On arbitrage I totally agree with you. The fastest pinging will push the margin to the limit at which the slow pinging will die out. That's right, arbitrage wars are seen to me as wars of big players close to the market. Every day there are more and more of these big and close to market players, as even for them the organisational barriers are getting smaller and smaller. Speeds are increasing, venues are getting bigger, and there is less and less arbitrage.

So if in the phrase "robots will finesse everything useful" the word "everything" refers to arbitrage strategies, then yes, of course, robots will grind up mountains of information faster than a human. But if the word "everything" includes non-arbitrage strategies, then I don't see a clear or obvious answer here. Putting aside marketing and, as Renat correctly pointed out, dusting the eyes of competitors, we find no direct evidence that big companies have non-arbitrage strategies with MO>0 at all. The facts, not the PR we have, indicate that gloriously promoted big funds drain as successfully as individuals. This indirectly indicates that they are trading martingale and do not have a strategy with MO>0. Sometimes it turns out that these funds with classified strategies are trivial pyramids. So in no way do I find that the big players' robots somehow threaten non-arbitrage strategies at all. The big players can only be created for the sake of scamming, for the high-paying positions, status and access that open up when managing large capitals, etc. goals and have nothing to do with non-arbitrage strategies with MO>0. And until there is no scientific justification for the impossibility of building such a strategy, until then individuals have a better chance than superbots. At least in proving the possibility or not.

 
LeoV:
In my opinion, tick data is not necessary for everyone. And it is not necessary for MT to have tick data - there are other platforms for that, as you correctly noted. And the competition between them will show how important tick data is for a trader ))))
In my opinion it's not the ticks themselves that are important to me, but their derivatives. For example charts without holes. Although for most participants, which I usually refer to here as "mere mortals" and it is not necessary.
 
Prival: We're talking about the future here, if someone doesn't have it and I do. Who has the advantage?
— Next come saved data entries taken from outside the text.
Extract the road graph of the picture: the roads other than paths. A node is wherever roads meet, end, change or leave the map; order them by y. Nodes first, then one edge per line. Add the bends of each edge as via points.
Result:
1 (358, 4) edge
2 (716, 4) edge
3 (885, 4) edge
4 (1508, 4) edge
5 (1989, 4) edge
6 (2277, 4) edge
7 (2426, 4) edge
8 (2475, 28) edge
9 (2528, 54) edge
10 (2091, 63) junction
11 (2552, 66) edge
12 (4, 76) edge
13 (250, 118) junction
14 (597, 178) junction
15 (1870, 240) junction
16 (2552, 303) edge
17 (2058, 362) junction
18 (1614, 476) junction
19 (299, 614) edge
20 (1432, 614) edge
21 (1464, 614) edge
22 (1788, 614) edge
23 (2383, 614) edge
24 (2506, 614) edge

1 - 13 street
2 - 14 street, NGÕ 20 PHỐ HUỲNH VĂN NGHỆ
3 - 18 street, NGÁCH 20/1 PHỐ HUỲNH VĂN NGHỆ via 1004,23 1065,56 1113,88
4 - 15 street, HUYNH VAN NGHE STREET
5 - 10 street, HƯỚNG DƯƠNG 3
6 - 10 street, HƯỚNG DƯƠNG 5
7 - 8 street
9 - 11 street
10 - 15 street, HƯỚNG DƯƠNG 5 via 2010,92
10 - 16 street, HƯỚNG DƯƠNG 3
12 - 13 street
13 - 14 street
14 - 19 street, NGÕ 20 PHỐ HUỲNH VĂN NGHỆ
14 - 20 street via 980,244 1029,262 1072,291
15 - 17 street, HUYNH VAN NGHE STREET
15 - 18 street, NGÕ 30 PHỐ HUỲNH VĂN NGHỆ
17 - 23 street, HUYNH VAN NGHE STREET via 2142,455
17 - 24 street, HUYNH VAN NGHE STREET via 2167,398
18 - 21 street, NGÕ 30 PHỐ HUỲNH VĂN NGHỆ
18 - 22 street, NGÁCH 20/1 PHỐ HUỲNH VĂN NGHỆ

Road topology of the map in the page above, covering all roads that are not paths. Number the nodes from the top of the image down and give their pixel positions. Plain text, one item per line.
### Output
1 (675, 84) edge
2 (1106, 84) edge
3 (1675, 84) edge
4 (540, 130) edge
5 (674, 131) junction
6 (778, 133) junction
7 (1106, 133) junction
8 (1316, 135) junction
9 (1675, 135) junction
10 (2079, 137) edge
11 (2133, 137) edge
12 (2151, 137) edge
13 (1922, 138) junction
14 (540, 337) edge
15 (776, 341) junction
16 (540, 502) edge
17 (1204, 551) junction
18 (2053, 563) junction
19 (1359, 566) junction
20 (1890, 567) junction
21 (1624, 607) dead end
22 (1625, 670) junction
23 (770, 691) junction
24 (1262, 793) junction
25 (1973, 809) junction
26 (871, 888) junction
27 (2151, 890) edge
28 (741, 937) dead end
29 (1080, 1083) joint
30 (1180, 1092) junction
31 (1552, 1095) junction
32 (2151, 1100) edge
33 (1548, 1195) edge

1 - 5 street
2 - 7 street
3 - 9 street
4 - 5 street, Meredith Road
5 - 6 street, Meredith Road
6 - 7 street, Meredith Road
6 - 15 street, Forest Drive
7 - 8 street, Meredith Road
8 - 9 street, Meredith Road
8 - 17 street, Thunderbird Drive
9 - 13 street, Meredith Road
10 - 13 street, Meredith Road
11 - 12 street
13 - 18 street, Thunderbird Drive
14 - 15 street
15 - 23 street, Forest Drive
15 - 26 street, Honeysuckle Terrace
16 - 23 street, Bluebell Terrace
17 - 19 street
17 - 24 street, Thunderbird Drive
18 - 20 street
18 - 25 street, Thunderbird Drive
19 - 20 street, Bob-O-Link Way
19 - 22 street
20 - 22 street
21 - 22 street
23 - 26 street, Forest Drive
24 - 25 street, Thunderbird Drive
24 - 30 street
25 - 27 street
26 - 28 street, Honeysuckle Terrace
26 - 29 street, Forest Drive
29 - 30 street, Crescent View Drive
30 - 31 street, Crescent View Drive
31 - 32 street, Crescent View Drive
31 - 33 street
Having the ability to use tick data does not mean having an advantage. The apparent advantage of being the first to enter the market does not mean that you will make more money than someone who enters later. The apparent advantage of being the first to enter the market does not mean that you will make more profit, it also means that you will be the first to take a bigger loss. In the financial markets the aim is not to gain an advantage, either in profit or loss, but to make more money. The goal is profit, not advantage. That is why it is not clear how this advantage and profit are connected.